2Erlebnispädagogik – und das Mountainbiken als Medium
Nach der Darstellung der Sportaktivität und ihrer pädagogischen Chancen stellt dieses Kapitel eine systematische Verknüpfung zwischen erlebnispädagogischen Zielsetzungen und dem Medium Mountainbiken her. Dabei sollen zahlreiche Beispiele die Verbindung zwischen Theorie und Praxis verdeutlichen. Folgende Leitfragen werden aufeinander aufbauend beantwortet:
■Wie lässt sich „Erlebnispädagogik“ definieren?
■Was heißt „Kompetenz“ und was ist speziell mit „Selbst- und Sozialkompetenzen“ gemeint?
■In welchen Situationen mit dem Mountainbike können bestimmte Selbst- und Sozialkompetenzen gefördert werden?
2.1Erlebnispädagogik als Praxis und als theoretisches Konzept
Definitionen von Erlebnispädagogik gibt es viele (z. B. Schad 2004; Heckmair / Michl 2018; Michl 2020 Bundesverband Individual- und Erlebnispädagogik 2011), allerdings beinhalten diese auch einige Schwierigkeiten. Die folgende Begriffsbestimmung von Erlebnispädagogik berücksichtigt die wesentlichen Elemente bestehender Definitionen und ist zugleich sehr trennscharf:
Erlebnispädagogik bezeichnet sowohl ein theoretisches Konzept als auch eine erzieherische Praxis. Im Zentrum des Theoriekonzepts steht die Förderung von Selbst- und Sozialkompetenzen. Der Kern der daran ausgerichteten Praxis ist gekennzeichnet durch außeralltägliche Aufgabenstellungen an eine Gruppe von Personen, die sich in einem Naturraum unter Beteiligung ihrer bewegten Körper und begleitet von Reflexionseinheiten damit auseinandersetzen, wobei dies typischerweise im Rahmen natursportlicher Aktivitäten stattfindet (Sirch 2013, 23).

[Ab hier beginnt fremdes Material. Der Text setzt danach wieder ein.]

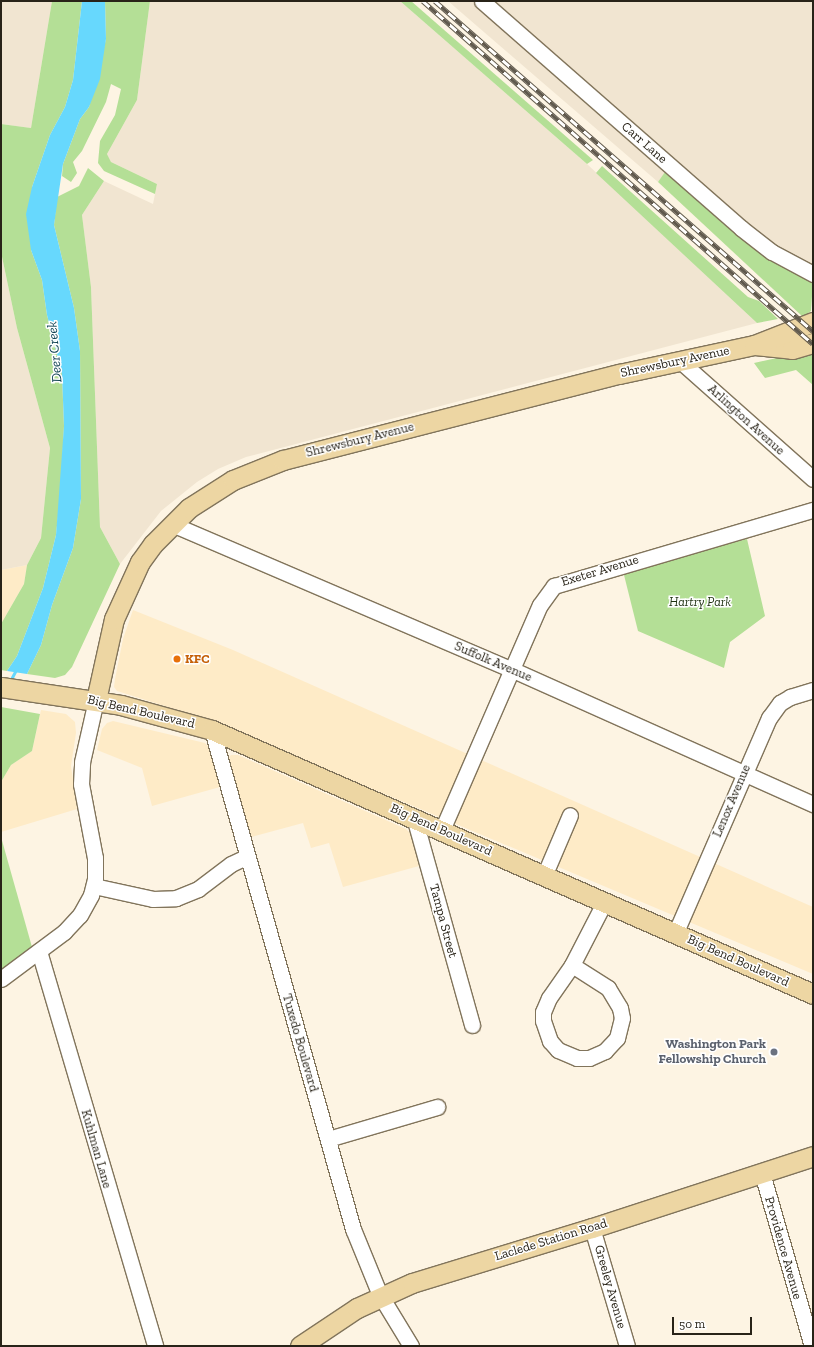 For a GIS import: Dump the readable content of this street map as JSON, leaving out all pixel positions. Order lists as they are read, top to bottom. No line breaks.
{"streets":{"main road":["Shrewsbury Avenue","Big Bend Boulevard","Laclede Station Road"],"street":["Carr Lane","Arlington Avenue","Exeter Avenue","Suffolk Avenue","Lenox Avenue","Tampa Street","Tuxedo Boulevard","Kuhlman Lane","Providence Avenue","Greeley Avenue"]},"crossings":[["Shrewsbury Avenue","Arlington Avenue"],["Shrewsbury Avenue","Suffolk Avenue"],["Shrewsbury Avenue","Big Bend Boulevard"],["Exeter Avenue","Suffolk Avenue"],["Exeter Avenue","Big Bend Boulevard"],["Suffolk Avenue","Lenox Avenue"],["Big Bend Boulevard","Lenox Avenue"],["Big Bend Boulevard","Tampa Street"],["Big Bend Boulevard","Tuxedo Boulevard"],["Tuxedo Boulevard","Laclede Station Road"],["Laclede Station Road","Providence Avenue"],["Laclede Station Road","Greeley Avenue"]],"water":["Deer Creek"],"parks":["Hartry Park"],"places":["KFC","Washington Park Fellowship Church"],"scale_bar":"50 m"}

Abb. 8: Erlebnispädagogik als Theorie und Praxis
Dieses Verständnis von Erlebnispädagogik bildet den begrifflichen Rahmen für die folgenden Ausführungen und unsere erlebnispädagogische Praxis mit dem Mountainbike. Man kann es sich wie eine Brille vorstellen (Abb. 8): Der Blick auf die Erlebnispädagogik ist dann scharf und vollständig, wenn man durch beide Gläser schaut und sowohl die Praxis als auch das theoretische Konzept vor Augen hat.
Erlebnispädagogik als Praxis
Bei der Betrachtung durch das rechte Brillenglas reichen fünf Merkmale aus, um die erlebnispädagogische Praxis zu beschreiben.
Situationen der erlebnispädagogischen Praxis sind gekennzeichnet durch die Merkmale:
■außeralltägliche Aufgabenstellung
■Gruppe von Personen
■Einheiten der Reflexion
■bewegter Körper
■Natur als Raum
Jedes dieser Merkmale sollte zu einem gewissen Grad vorliegen, damit die Kriterien der Erlebnispädagogik als Praxis erfüllt sind. Je stärker die einzelnen Merkmale ausgeprägt sind, desto „typischer“ ist die Praxismaßnahme für die Erlebnispädagogik.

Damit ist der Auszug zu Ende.